> _EXERCISE DETAILS_
Give back the data below exactly as it was given.
────────
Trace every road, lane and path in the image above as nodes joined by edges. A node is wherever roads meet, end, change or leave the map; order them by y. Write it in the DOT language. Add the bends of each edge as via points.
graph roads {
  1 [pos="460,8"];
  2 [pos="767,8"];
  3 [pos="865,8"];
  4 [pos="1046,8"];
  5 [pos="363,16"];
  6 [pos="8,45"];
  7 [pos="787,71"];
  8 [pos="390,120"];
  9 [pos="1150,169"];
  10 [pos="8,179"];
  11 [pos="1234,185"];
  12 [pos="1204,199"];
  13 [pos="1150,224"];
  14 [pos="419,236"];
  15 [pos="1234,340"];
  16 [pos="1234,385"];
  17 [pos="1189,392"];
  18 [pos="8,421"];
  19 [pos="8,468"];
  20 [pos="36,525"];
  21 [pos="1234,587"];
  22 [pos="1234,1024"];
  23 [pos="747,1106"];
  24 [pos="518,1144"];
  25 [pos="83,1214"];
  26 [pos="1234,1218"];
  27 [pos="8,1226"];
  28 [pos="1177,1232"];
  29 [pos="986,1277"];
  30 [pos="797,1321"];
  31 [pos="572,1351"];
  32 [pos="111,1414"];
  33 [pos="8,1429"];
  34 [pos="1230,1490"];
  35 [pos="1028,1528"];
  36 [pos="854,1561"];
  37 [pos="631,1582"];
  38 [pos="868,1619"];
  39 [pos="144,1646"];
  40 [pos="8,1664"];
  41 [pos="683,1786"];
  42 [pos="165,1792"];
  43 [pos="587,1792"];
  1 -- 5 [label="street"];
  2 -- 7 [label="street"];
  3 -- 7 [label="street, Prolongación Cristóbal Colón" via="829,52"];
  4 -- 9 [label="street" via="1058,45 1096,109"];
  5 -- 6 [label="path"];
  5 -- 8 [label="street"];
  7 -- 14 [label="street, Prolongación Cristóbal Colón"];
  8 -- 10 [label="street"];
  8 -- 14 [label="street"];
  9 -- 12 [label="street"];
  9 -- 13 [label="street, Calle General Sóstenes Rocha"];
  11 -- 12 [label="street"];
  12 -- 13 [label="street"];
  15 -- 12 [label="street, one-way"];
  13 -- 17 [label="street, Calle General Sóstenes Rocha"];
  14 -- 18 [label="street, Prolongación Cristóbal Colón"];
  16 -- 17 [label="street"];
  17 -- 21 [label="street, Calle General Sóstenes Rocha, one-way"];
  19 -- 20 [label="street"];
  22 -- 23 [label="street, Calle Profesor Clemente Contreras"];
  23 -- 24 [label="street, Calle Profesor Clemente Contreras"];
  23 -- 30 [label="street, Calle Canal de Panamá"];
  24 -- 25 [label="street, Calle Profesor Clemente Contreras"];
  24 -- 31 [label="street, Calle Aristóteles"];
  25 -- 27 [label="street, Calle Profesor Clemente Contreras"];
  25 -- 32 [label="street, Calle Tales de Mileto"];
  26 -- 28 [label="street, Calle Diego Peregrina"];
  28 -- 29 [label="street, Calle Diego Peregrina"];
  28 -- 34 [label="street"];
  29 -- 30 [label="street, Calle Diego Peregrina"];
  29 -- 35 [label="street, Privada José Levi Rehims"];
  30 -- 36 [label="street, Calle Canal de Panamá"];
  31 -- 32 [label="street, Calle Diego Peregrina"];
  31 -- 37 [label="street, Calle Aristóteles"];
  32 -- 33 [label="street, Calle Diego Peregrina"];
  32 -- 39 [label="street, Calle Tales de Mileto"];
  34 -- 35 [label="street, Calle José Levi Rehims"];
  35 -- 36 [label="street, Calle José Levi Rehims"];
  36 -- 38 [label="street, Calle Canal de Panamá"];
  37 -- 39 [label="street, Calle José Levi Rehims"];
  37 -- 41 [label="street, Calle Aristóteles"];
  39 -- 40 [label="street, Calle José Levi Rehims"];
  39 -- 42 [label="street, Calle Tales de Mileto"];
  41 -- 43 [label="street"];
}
────────
> _RESULT OF THIS TASK_
Trace every road, lane and path in the image above as nodes joined by edges. A node is wherever roads meet, end, change or leave the map; order them by y. Write it in the DOT language. Add the bends of each edge as via points.
graph roads {
  1 [pos="460,8"];
  2 [pos="767,8"];
  3 [pos="865,8"];
  4 [pos="1046,8"];
  5 [pos="363,16"];
  6 [pos="8,45"];
  7 [pos="787,71"];
  8 [pos="390,120"];
  9 [pos="1150,169"];
  10 [pos="8,179"];
  11 [pos="1234,185"];
  12 [pos="1204,199"];
  13 [pos="1150,224"];
  14 [pos="419,236"];
  15 [pos="1234,340"];
  16 [pos="1234,385"];
  17 [pos="1189,392"];
  18 [pos="8,421"];
  19 [pos="8,468"];
  20 [pos="36,525"];
  21 [pos="1234,587"];
  22 [pos="1234,1024"];
  23 [pos="747,1106"];
  24 [pos="518,1144"];
  25 [pos="83,1214"];
  26 [pos="1234,1218"];
  27 [pos="8,1226"];
  28 [pos="1177,1232"];
  29 [pos="986,1277"];
  30 [pos="797,1321"];
  31 [pos="572,1351"];
  32 [pos="111,1414"];
  33 [pos="8,1429"];
  34 [pos="1230,1490"];
  35 [pos="1028,1528"];
  36 [pos="854,1561"];
  37 [pos="631,1582"];
  38 [pos="868,1619"];
  39 [pos="144,1646"];
  40 [pos="8,1664"];
  41 [pos="683,1786"];
  42 [pos="165,1792"];
  43 [pos="587,1792"];
  1 -- 5 [label="street"];
  2 -- 7 [label="street"];
  3 -- 7 [label="street, Prolongación Cristóbal Colón" via="829,52"];
  4 -- 9 [label="street" via="1058,45 1096,109"];
  5 -- 6 [label="path"];
  5 -- 8 [label="street"];
  7 -- 14 [label="street, Prolongación Cristóbal Colón"];
  8 -- 10 [label="street"];
  8 -- 14 [label="street"];
  9 -- 12 [label="street"];
  9 -- 13 [label="street, Calle General Sóstenes Rocha"];
  11 -- 12 [label="street"];
  12 -- 13 [label="street"];
  15 -- 12 [label="street, one-way"];
  13 -- 17 [label="street, Calle General Sóstenes Rocha"];
  14 -- 18 [label="street, Prolongación Cristóbal Colón"];
  16 -- 17 [label="street"];
  17 -- 21 [label="street, Calle General Sóstenes Rocha, one-way"];
  19 -- 20 [label="street"];
  22 -- 23 [label="street, Calle Profesor Clemente Contreras"];
  23 -- 24 [label="street, Calle Profesor Clemente Contreras"];
  23 -- 30 [label="street, Calle Canal de Panamá"];
  24 -- 25 [label="street, Calle Profesor Clemente Contreras"];
  24 -- 31 [label="street, Calle Aristóteles"];
  25 -- 27 [label="street, Calle Profesor Clemente Contreras"];
  25 -- 32 [label="street, Calle Tales de Mileto"];
  26 -- 28 [label="street, Calle Diego Peregrina"];
  28 -- 29 [label="street, Calle Diego Peregrina"];
  28 -- 34 [label="street"];
  29 -- 30 [label="street, Calle Diego Peregrina"];
  29 -- 35 [label="street, Privada José Levi Rehims"];
  30 -- 36 [label="street, Calle Canal de Panamá"];
  31 -- 32 [label="street, Calle Diego Peregrina"];
  31 -- 37 [label="street, Calle Aristóteles"];
  32 -- 33 [label="street, Calle Diego Peregrina"];
  32 -- 39 [label="street, Calle Tales de Mileto"];
  34 -- 35 [label="street, Calle José Levi Rehims"];
  35 -- 36 [label="street, Calle José Levi Rehims"];
  36 -- 38 [label="street, Calle Canal de Panamá"];
  37 -- 39 [label="street, Calle José Levi Rehims"];
  37 -- 41 [label="street, Calle Aristóteles"];
  39 -- 40 [label="street, Calle José Levi Rehims"];
  39 -- 42 [label="street, Calle Tales de Mileto"];
  41 -- 43 [label="street"];
}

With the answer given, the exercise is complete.